START Supplied entries

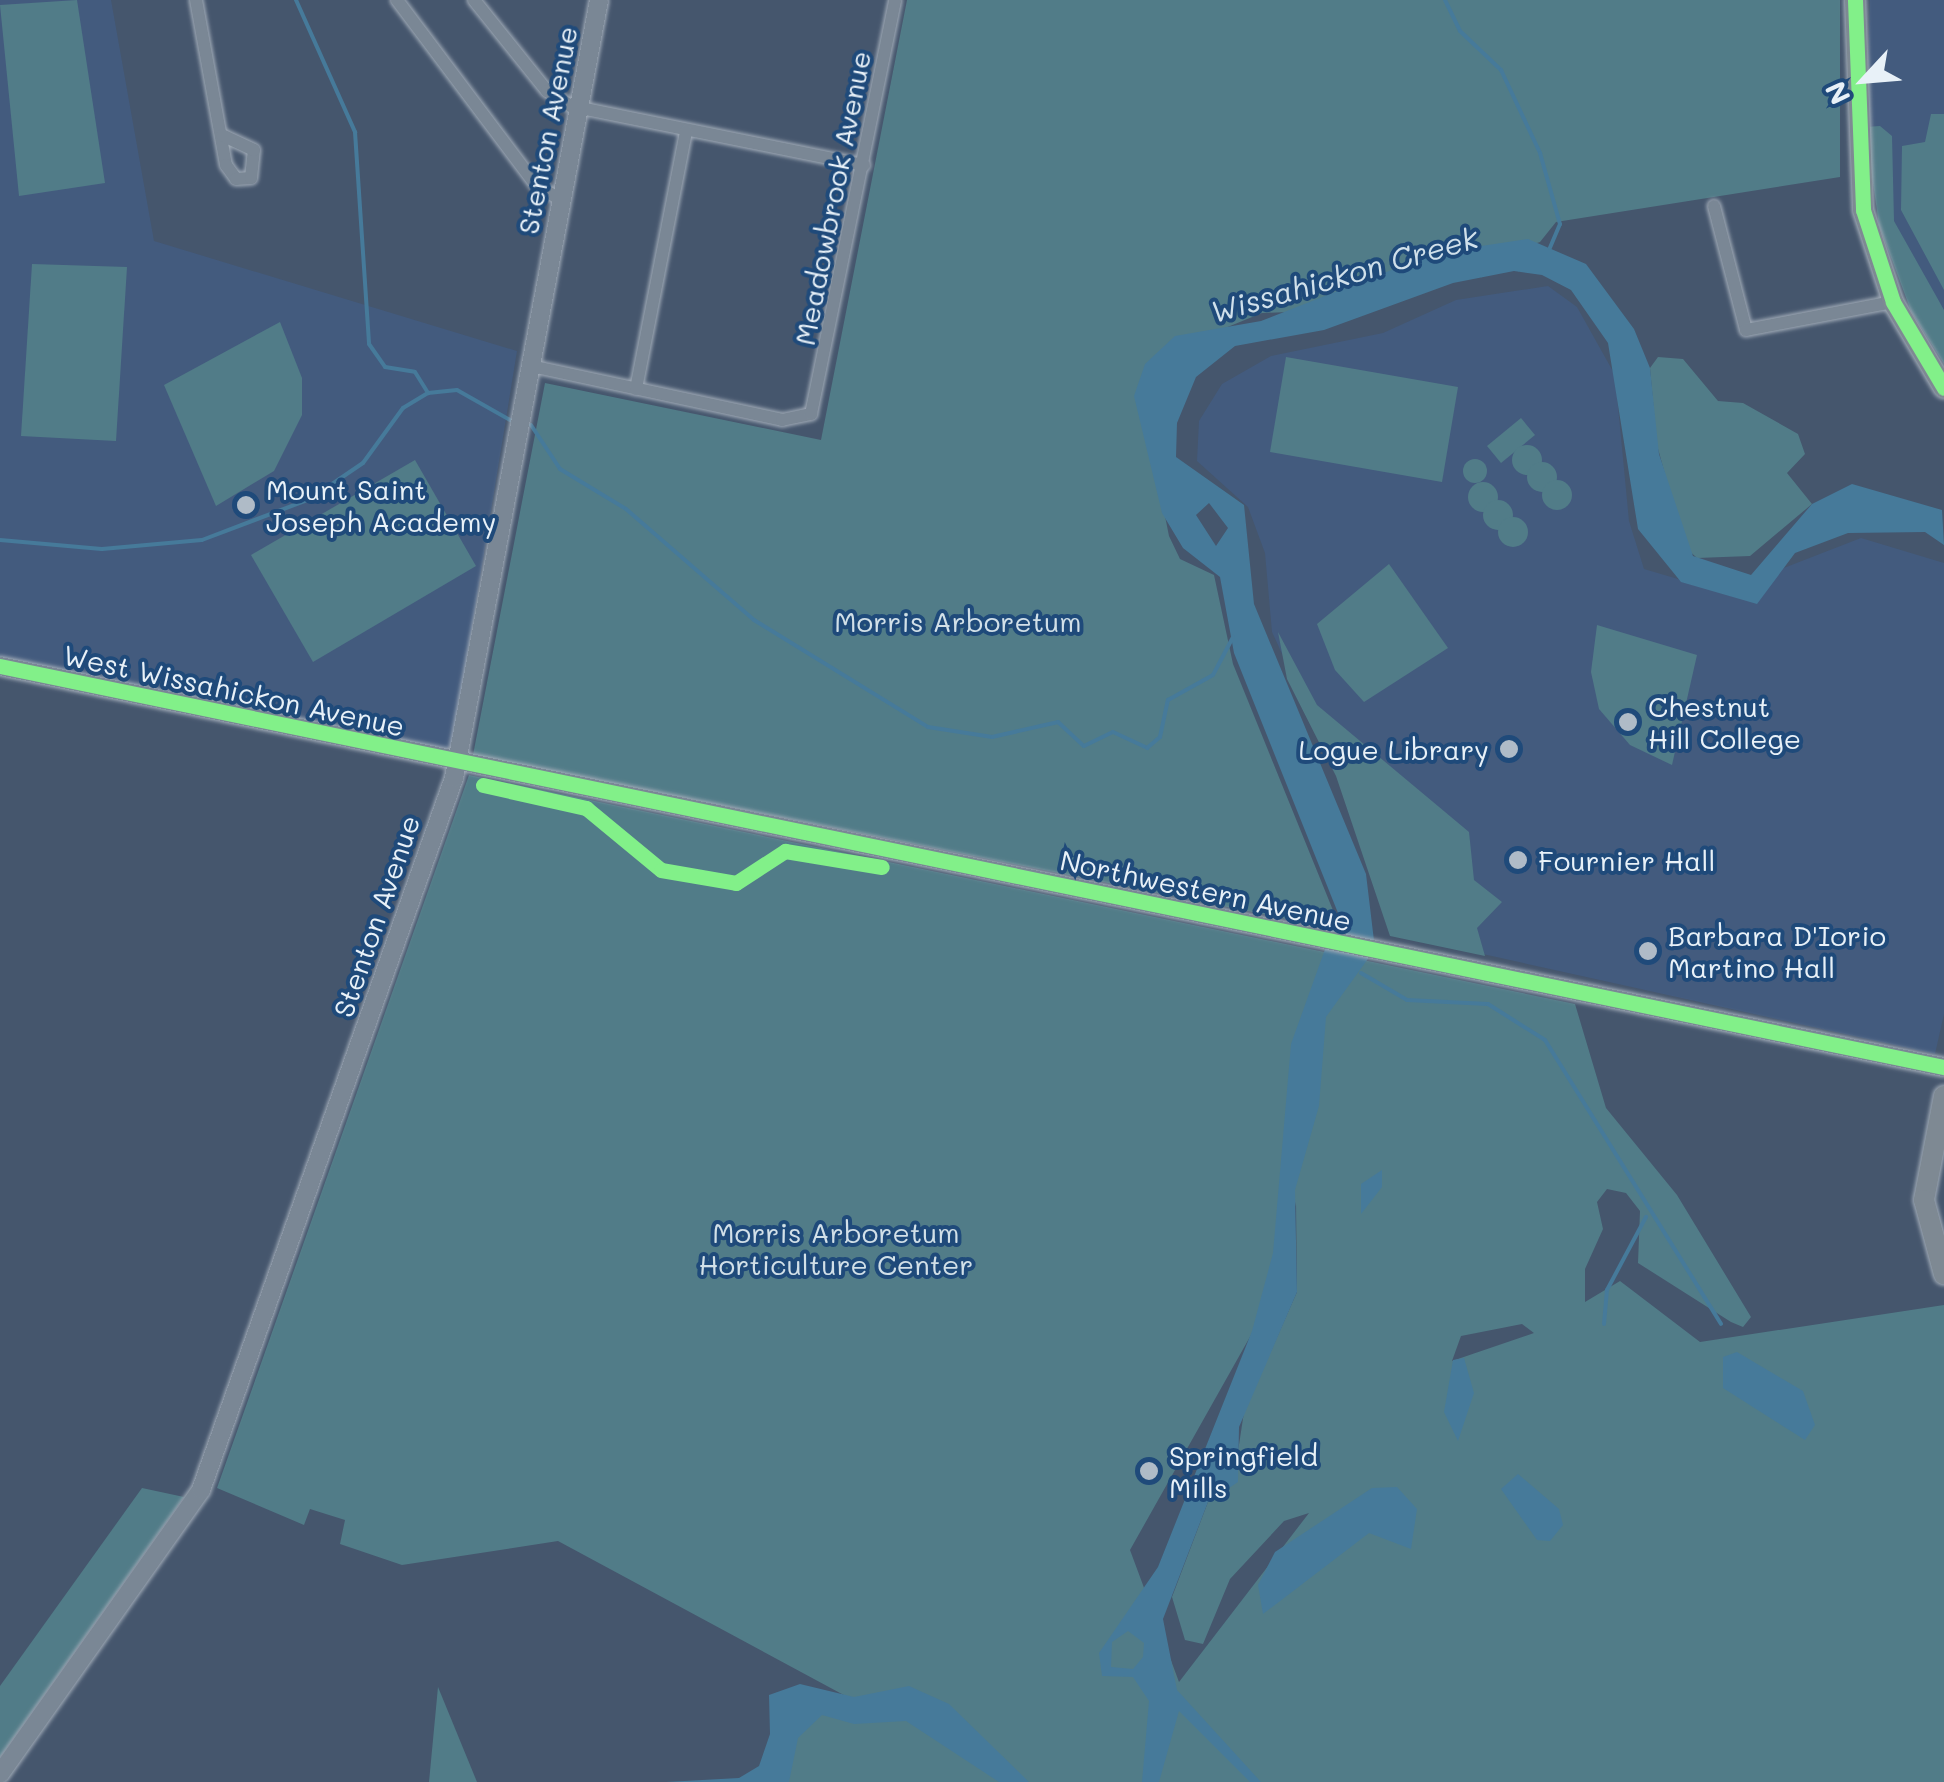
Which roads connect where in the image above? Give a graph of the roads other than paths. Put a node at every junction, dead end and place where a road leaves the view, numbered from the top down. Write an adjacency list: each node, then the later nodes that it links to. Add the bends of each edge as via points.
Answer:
1 (196, 0): 9 (street)
2 (397, 0): 11 (street, via 536,185)
3 (474, 0): 7 (street, via 547,91)
4 (600, 0): 7 (street, Stenton Avenue)
5 (895, 0): 10 (street, Meadowbrook Avenue)
6 (1855, 0): 13 (main road, via 1856,166)
7 (579, 109): 8 (street); 11 (street, Stenton Avenue)
8 (686, 130): 10 (street); 16 (street)
9 (222, 136)
10 (864, 164): 16 (street, Meadowbrook Avenue, via 817,404 806,418 782,420)
11 (561, 200): 14 (street, Stenton Avenue)
12 (1714, 206): 13 (street, via 1746,330)
13 (1894, 302): 15 (main road)
14 (531, 366): 16 (street); 18 (street, Stenton Avenue)
15 (1944, 388)
16 (636, 389)
17 (0, 666): 18 (street, West Wissahickon Avenue)
18 (458, 762): 19 (street, Northwestern Avenue); 22 (street, Stenton Avenue, via 201,1490)
19 (1944, 1068)
20 (1944, 1096): 21 (main road, via 1924,1211)
21 (1944, 1274)
22 (0, 1774)

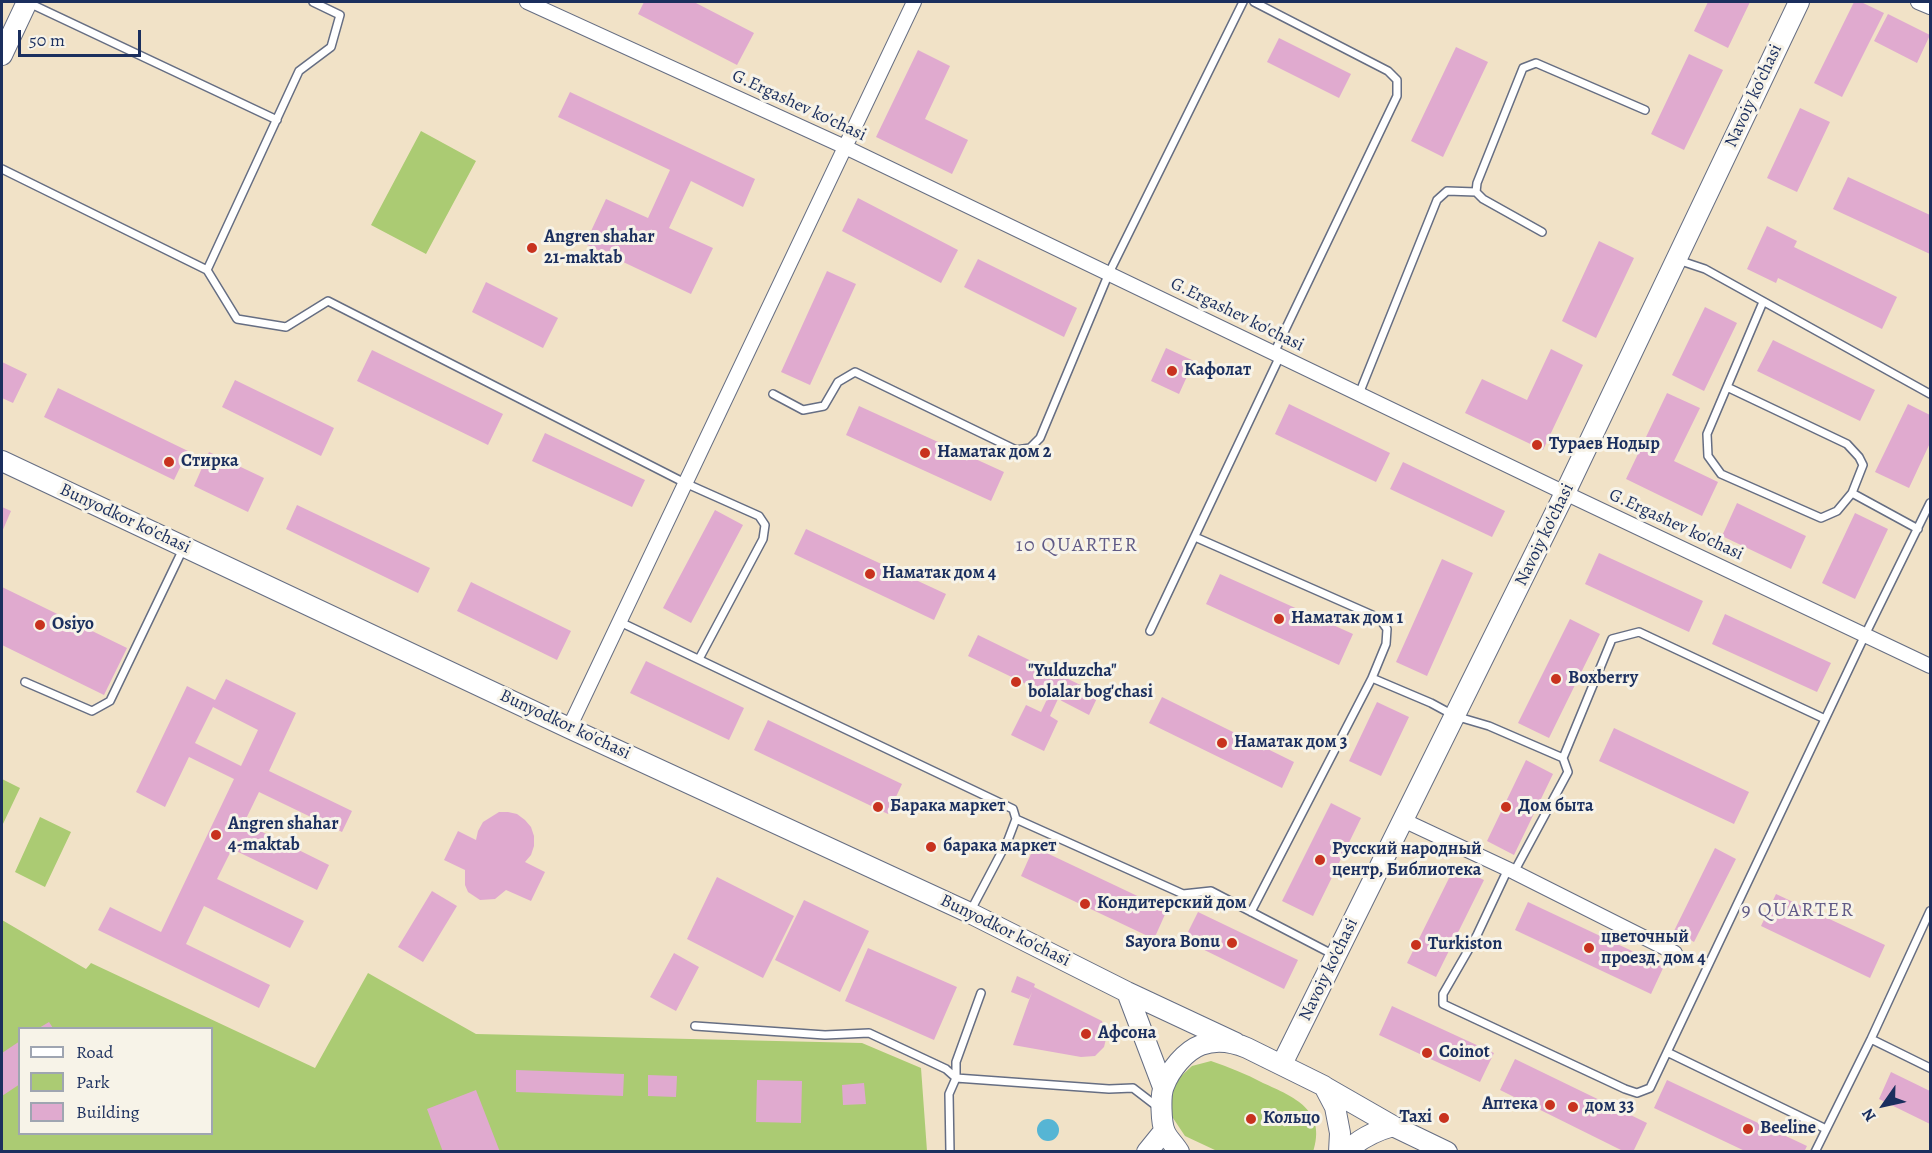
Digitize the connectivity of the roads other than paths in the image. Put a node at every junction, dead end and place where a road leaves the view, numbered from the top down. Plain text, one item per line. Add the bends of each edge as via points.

END Supplied entries

Work instruction: Show all lines of the material in which the word "roads" can be found.

Task answer:
Which roads connect where in the image above? Give a graph of the roads other than paths. Put a node at every junction, dead end and place where a road leaves the view, numbered from the top down. Write an adjacency list: each node, then the later nodes that it links to. Add the bends of each edge as via points.
Digitize the connectivity of the roads other than paths in the image. Put a node at every junction, dead end and place where a road leaves the view, numbered from the top down. Plain text, one item per line. Add the bends of each edge as via points.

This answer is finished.